(Saved entries)
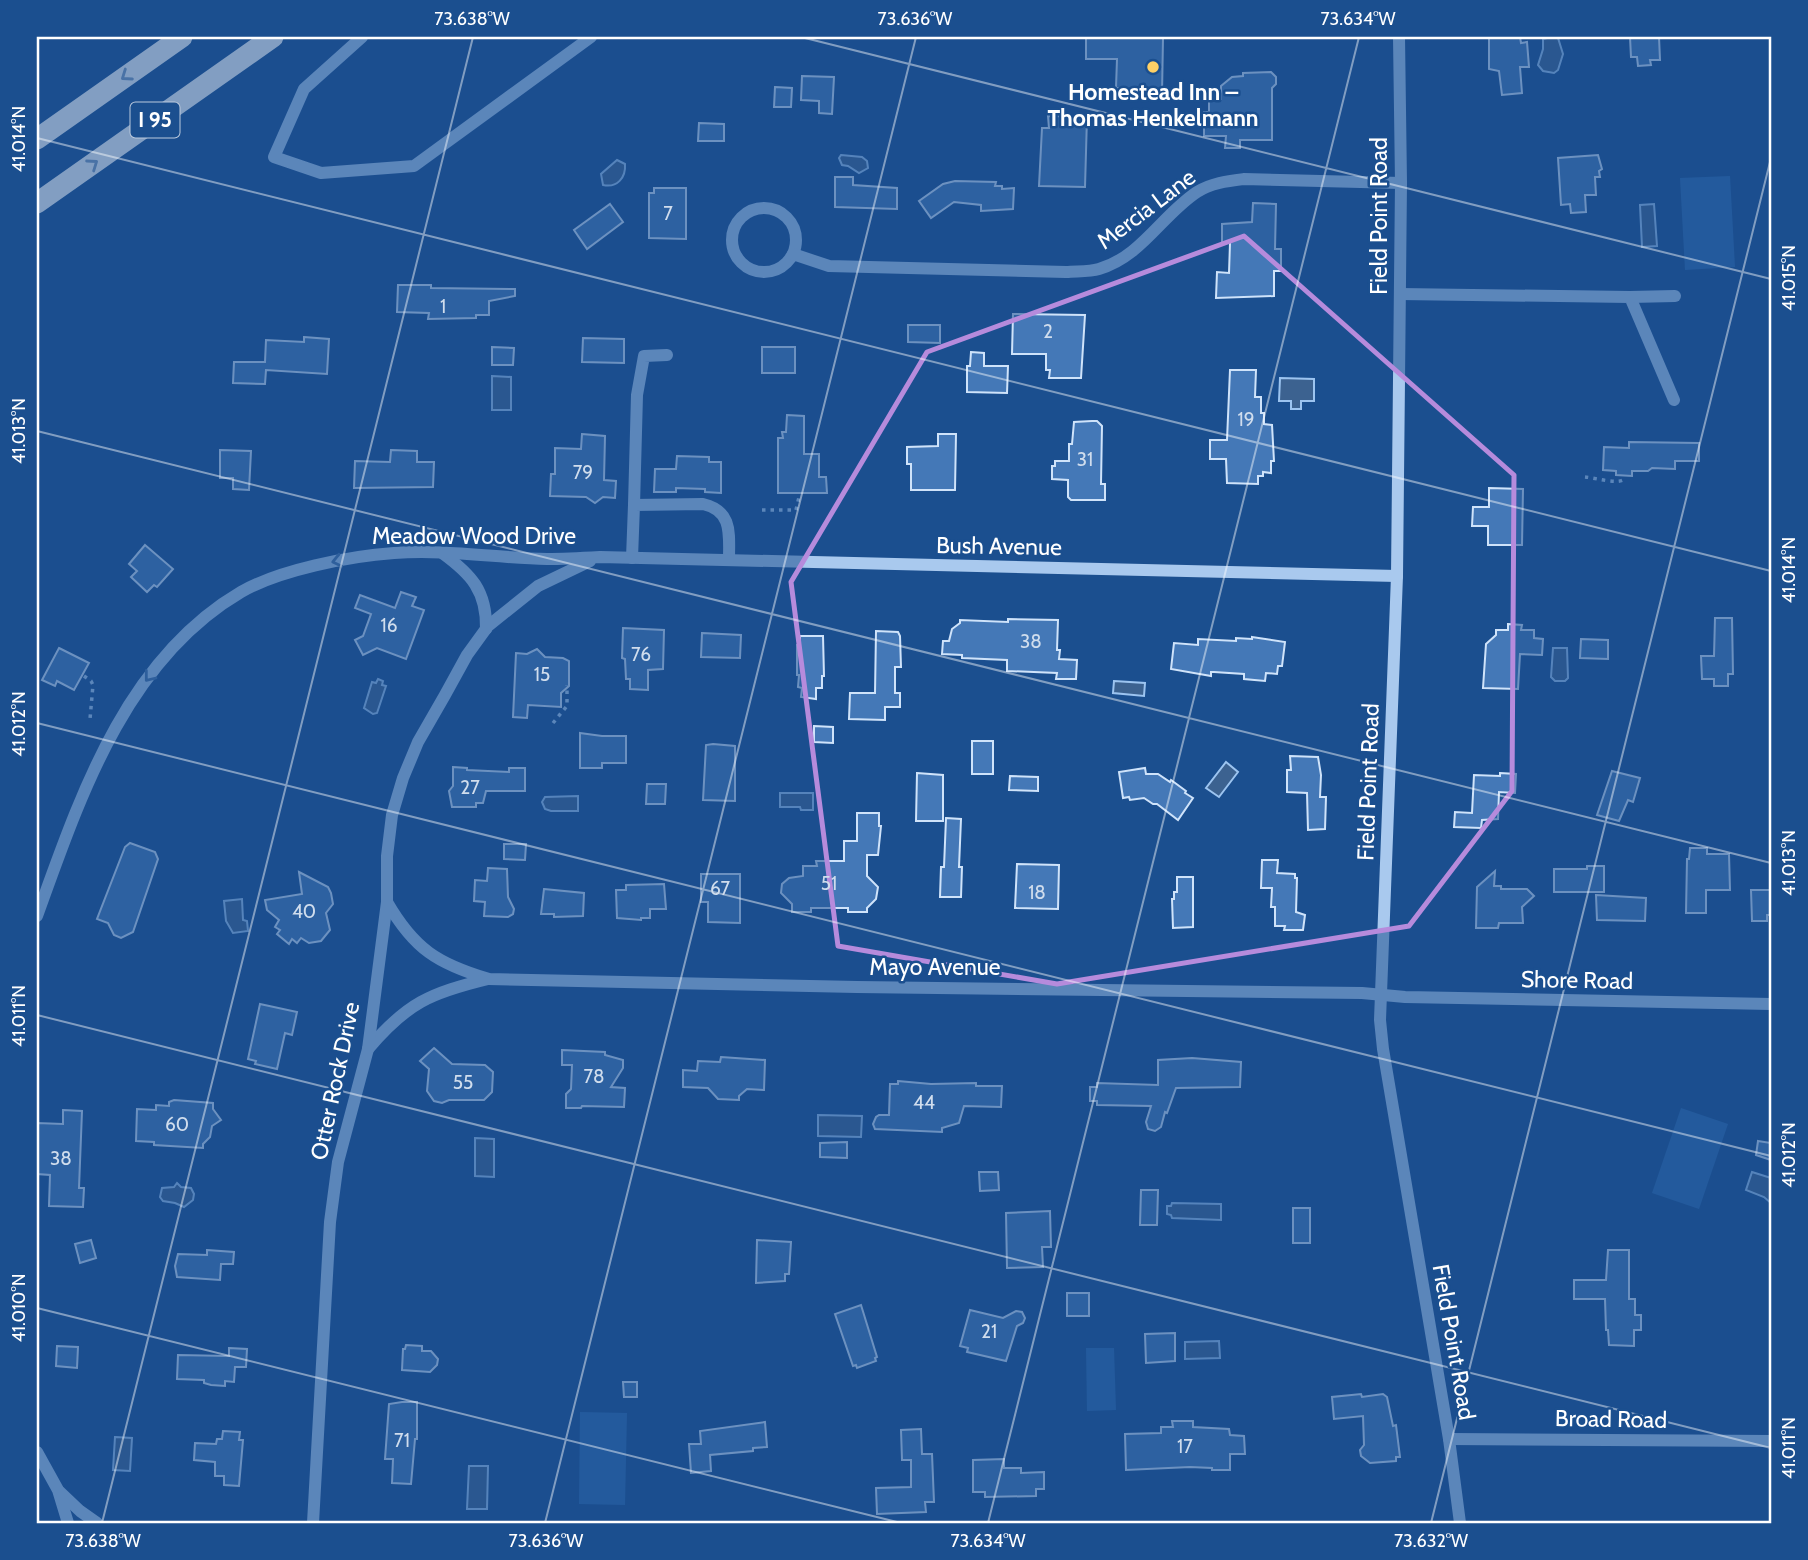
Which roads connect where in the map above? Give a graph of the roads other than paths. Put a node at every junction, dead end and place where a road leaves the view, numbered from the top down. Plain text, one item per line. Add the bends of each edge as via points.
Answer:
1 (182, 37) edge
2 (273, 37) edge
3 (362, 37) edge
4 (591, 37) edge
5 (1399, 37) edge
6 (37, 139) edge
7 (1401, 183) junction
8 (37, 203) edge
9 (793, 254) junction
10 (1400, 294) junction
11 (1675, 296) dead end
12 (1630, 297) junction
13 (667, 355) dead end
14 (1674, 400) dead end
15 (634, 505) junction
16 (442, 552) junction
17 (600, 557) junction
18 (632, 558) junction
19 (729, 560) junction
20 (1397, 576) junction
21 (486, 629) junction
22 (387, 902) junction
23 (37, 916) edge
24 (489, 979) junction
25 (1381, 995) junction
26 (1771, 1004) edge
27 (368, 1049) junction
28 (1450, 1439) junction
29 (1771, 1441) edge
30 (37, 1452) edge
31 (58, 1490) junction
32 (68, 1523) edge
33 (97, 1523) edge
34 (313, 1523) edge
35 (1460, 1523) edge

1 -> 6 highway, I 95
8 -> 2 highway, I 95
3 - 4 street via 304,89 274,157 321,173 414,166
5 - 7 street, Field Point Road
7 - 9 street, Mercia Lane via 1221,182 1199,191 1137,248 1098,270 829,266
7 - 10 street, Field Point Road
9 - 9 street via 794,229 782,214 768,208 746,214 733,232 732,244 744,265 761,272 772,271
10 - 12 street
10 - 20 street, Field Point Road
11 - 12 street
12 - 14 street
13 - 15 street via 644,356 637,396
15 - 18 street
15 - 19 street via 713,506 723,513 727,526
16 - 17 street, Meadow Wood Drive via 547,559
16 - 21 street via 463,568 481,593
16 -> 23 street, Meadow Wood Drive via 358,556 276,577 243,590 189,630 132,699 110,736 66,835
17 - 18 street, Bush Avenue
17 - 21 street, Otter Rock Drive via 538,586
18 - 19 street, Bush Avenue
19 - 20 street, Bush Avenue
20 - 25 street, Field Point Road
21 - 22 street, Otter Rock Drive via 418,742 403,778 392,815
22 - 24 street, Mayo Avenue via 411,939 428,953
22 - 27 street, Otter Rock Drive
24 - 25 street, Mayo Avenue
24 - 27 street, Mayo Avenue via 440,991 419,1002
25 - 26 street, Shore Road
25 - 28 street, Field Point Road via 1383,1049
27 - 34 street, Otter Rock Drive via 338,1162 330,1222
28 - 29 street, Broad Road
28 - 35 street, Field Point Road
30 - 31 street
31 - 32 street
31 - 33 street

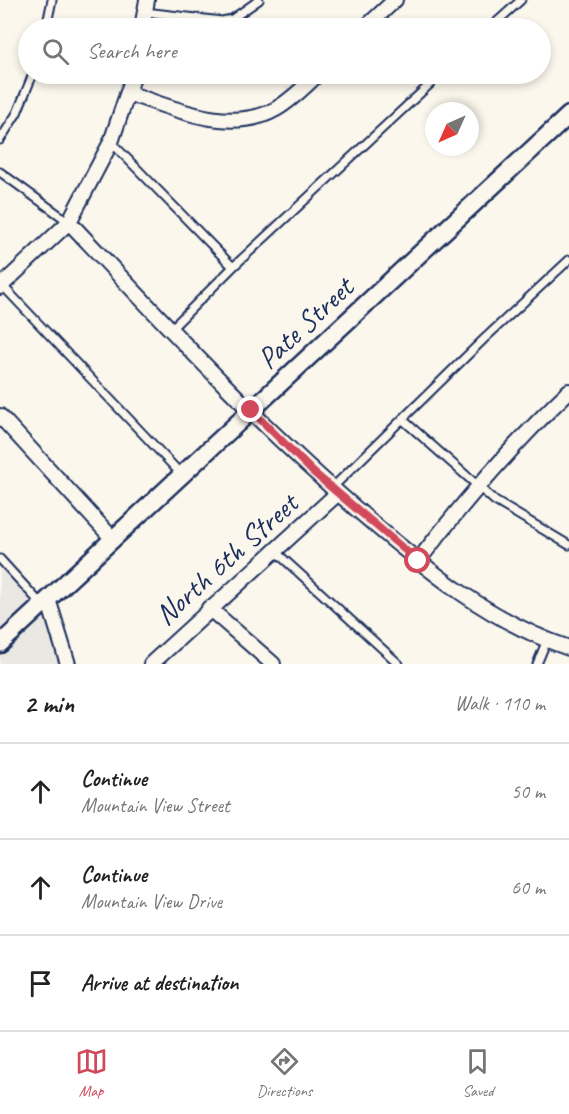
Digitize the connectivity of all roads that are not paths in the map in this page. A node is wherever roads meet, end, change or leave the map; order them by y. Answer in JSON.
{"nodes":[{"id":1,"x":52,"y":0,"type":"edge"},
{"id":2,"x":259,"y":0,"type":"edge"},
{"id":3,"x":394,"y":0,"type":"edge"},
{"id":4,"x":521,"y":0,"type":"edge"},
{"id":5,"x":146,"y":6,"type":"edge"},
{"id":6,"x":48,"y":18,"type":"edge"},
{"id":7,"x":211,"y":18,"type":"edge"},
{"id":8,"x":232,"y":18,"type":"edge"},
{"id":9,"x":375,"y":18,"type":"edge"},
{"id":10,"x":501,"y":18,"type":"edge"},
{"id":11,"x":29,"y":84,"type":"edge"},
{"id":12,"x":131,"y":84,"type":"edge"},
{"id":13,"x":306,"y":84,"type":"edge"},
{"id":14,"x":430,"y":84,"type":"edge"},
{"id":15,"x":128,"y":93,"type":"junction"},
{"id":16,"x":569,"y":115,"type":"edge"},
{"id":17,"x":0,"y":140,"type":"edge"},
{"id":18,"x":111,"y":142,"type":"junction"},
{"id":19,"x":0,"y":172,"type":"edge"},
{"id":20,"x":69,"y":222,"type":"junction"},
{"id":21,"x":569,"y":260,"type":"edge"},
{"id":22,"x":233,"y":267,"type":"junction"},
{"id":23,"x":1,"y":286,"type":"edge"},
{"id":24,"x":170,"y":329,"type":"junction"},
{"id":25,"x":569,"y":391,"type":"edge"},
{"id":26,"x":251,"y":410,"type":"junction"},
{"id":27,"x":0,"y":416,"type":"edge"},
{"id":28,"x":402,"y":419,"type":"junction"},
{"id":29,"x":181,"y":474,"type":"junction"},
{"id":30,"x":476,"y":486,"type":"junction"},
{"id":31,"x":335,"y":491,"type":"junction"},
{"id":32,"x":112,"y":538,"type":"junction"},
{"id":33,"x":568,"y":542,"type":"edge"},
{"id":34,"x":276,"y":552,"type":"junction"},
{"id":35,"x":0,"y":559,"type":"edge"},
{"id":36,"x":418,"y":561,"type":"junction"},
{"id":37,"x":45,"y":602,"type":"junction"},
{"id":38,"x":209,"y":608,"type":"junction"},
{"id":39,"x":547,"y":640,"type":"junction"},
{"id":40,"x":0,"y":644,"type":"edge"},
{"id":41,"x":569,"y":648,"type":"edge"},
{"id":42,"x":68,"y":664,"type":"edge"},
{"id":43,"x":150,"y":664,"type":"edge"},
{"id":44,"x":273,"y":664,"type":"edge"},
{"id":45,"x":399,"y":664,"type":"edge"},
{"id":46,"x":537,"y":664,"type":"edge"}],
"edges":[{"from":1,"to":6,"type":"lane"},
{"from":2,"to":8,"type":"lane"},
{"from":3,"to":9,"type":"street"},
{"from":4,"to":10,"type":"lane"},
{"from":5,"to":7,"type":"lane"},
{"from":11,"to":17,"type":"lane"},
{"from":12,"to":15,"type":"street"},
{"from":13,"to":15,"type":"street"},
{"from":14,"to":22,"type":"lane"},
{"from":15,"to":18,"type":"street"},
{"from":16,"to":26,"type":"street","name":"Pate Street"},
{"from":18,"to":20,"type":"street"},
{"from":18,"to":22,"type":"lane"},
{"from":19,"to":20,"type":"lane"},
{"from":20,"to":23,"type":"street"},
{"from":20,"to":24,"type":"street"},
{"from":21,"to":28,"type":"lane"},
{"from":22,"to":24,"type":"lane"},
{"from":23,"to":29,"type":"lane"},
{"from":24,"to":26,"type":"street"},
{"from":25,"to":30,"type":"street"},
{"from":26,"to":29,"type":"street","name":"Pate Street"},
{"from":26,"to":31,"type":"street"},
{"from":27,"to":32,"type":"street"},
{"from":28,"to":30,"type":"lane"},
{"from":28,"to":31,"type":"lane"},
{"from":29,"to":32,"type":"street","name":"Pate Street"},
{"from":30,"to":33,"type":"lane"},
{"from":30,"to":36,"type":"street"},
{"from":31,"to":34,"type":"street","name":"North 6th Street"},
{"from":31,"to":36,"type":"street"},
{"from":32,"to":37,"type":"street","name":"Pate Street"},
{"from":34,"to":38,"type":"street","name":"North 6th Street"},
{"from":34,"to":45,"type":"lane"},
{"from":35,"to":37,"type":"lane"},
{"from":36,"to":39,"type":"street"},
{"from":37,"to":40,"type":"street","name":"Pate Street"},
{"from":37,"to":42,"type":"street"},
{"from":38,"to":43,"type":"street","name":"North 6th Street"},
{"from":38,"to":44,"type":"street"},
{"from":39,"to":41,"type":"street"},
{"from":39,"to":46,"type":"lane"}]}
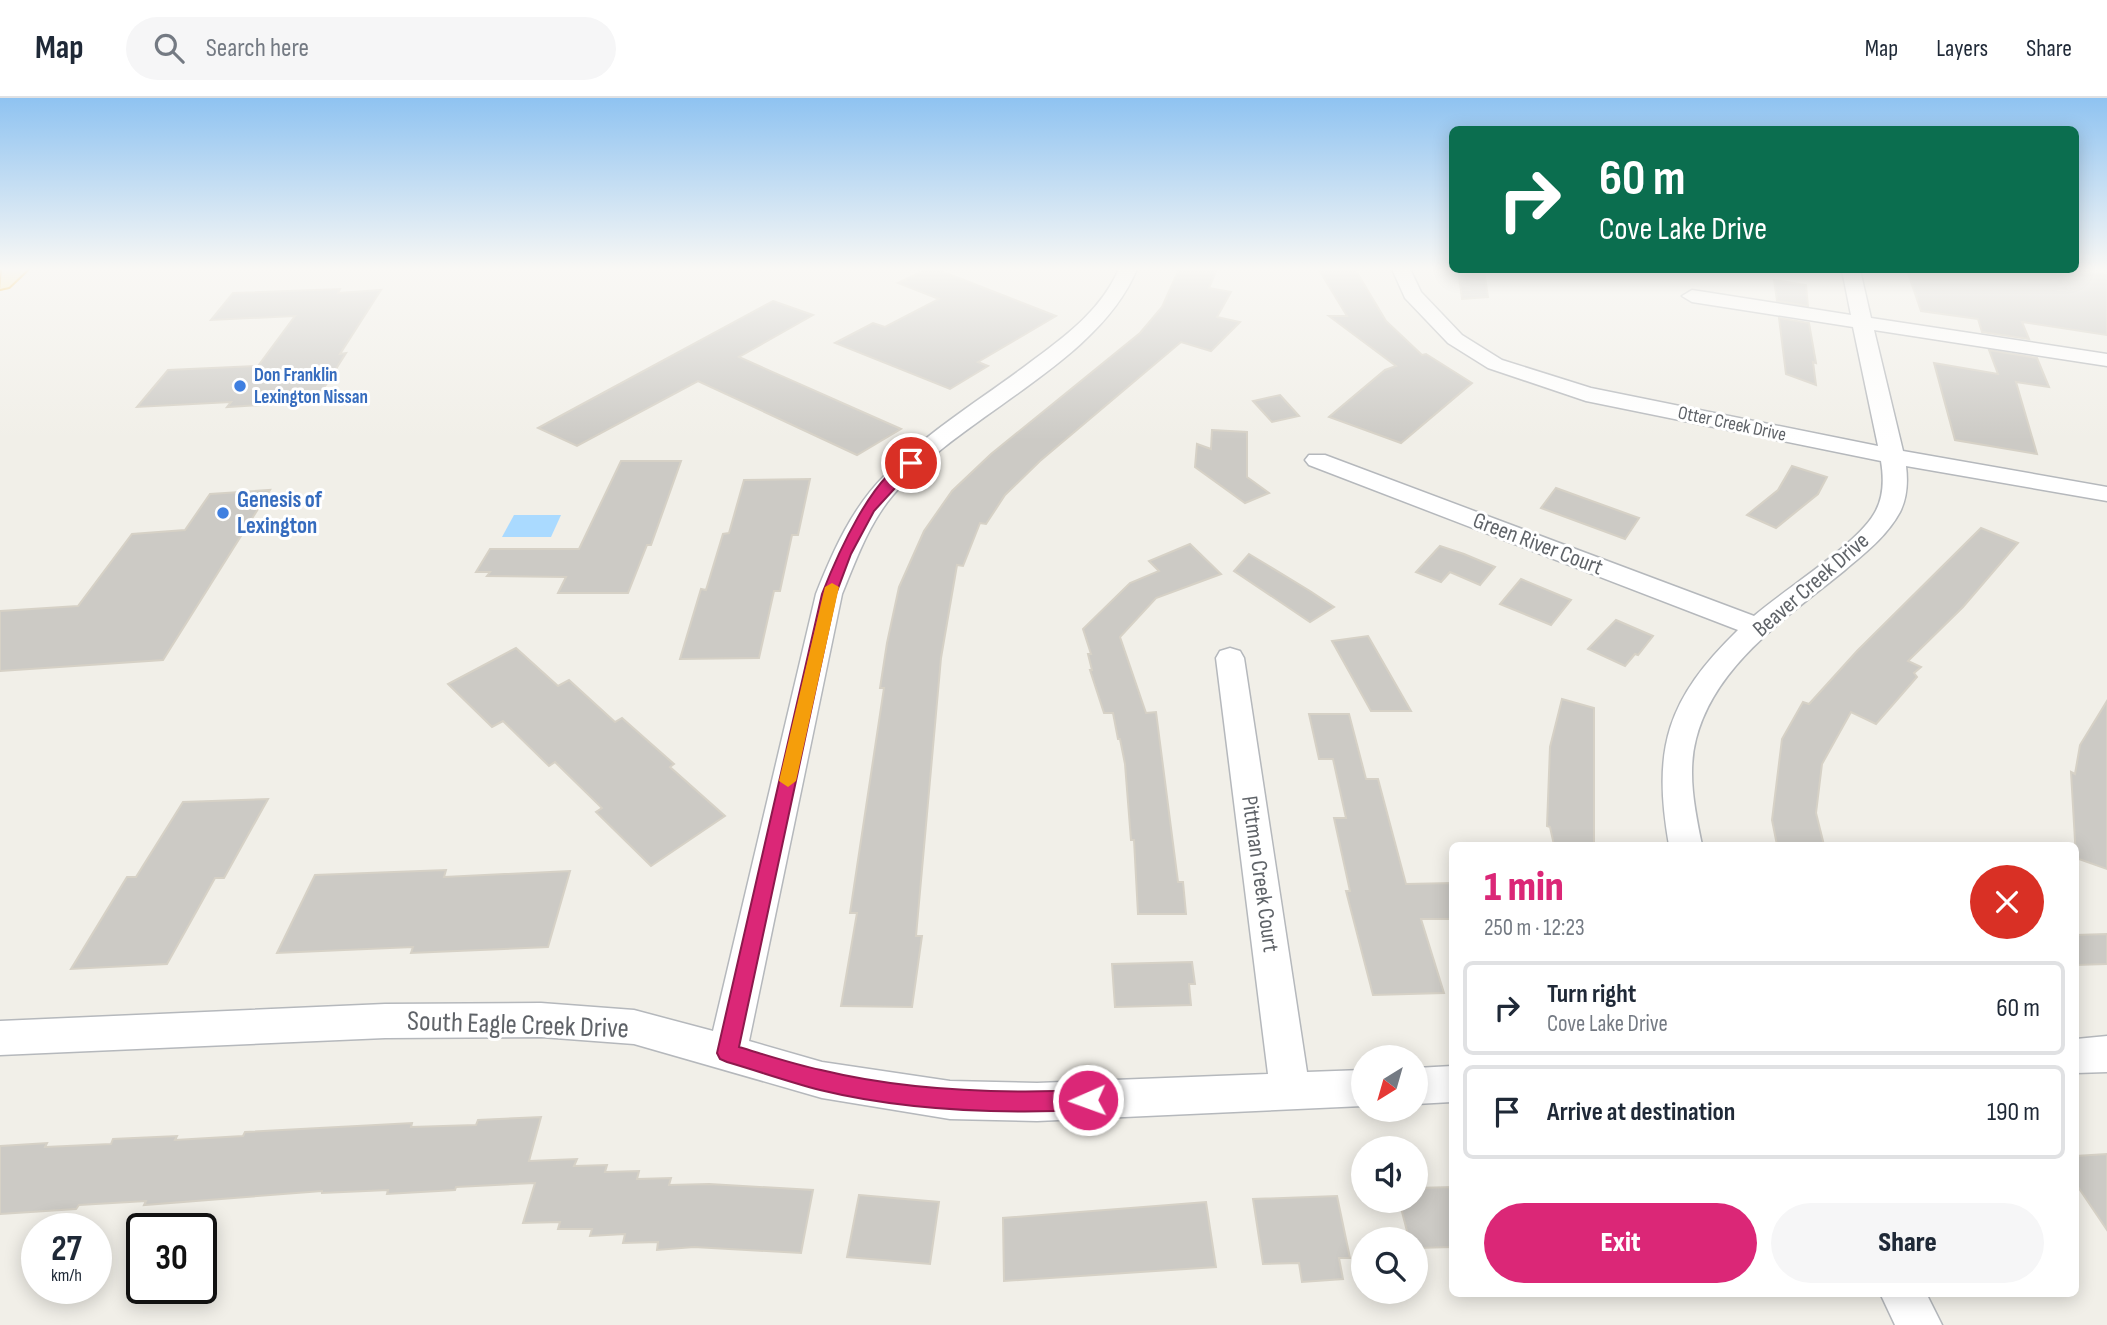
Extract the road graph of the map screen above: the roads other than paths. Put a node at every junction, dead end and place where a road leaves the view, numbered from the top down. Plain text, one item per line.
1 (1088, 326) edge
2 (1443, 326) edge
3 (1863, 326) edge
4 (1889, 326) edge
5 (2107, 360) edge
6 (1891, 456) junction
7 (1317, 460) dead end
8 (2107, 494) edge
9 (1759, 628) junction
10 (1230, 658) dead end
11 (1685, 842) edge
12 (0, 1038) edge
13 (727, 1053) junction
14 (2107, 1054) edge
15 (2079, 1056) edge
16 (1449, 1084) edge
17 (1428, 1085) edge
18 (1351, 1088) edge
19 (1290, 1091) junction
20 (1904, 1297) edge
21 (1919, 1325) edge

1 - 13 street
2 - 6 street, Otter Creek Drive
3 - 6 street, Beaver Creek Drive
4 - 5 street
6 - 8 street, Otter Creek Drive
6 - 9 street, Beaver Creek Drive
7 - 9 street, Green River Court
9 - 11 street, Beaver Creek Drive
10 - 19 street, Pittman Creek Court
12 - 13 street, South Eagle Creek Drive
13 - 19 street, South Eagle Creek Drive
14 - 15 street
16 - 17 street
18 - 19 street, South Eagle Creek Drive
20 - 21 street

Instructions for the task => Return exactly the lines from the one containing "Extract the road" through the last line of the records above, both included, and nothing else.

Your solution =>
Extract the road graph of the map screen above: the roads other than paths. Put a node at every junction, dead end and place where a road leaves the view, numbered from the top down. Plain text, one item per line.
1 (1088, 326) edge
2 (1443, 326) edge
3 (1863, 326) edge
4 (1889, 326) edge
5 (2107, 360) edge
6 (1891, 456) junction
7 (1317, 460) dead end
8 (2107, 494) edge
9 (1759, 628) junction
10 (1230, 658) dead end
11 (1685, 842) edge
12 (0, 1038) edge
13 (727, 1053) junction
14 (2107, 1054) edge
15 (2079, 1056) edge
16 (1449, 1084) edge
17 (1428, 1085) edge
18 (1351, 1088) edge
19 (1290, 1091) junction
20 (1904, 1297) edge
21 (1919, 1325) edge

1 - 13 street
2 - 6 street, Otter Creek Drive
3 - 6 street, Beaver Creek Drive
4 - 5 street
6 - 8 street, Otter Creek Drive
6 - 9 street, Beaver Creek Drive
7 - 9 street, Green River Court
9 - 11 street, Beaver Creek Drive
10 - 19 street, Pittman Creek Court
12 - 13 street, South Eagle Creek Drive
13 - 19 street, South Eagle Creek Drive
14 - 15 street
16 - 17 street
18 - 19 street, South Eagle Creek Drive
20 - 21 street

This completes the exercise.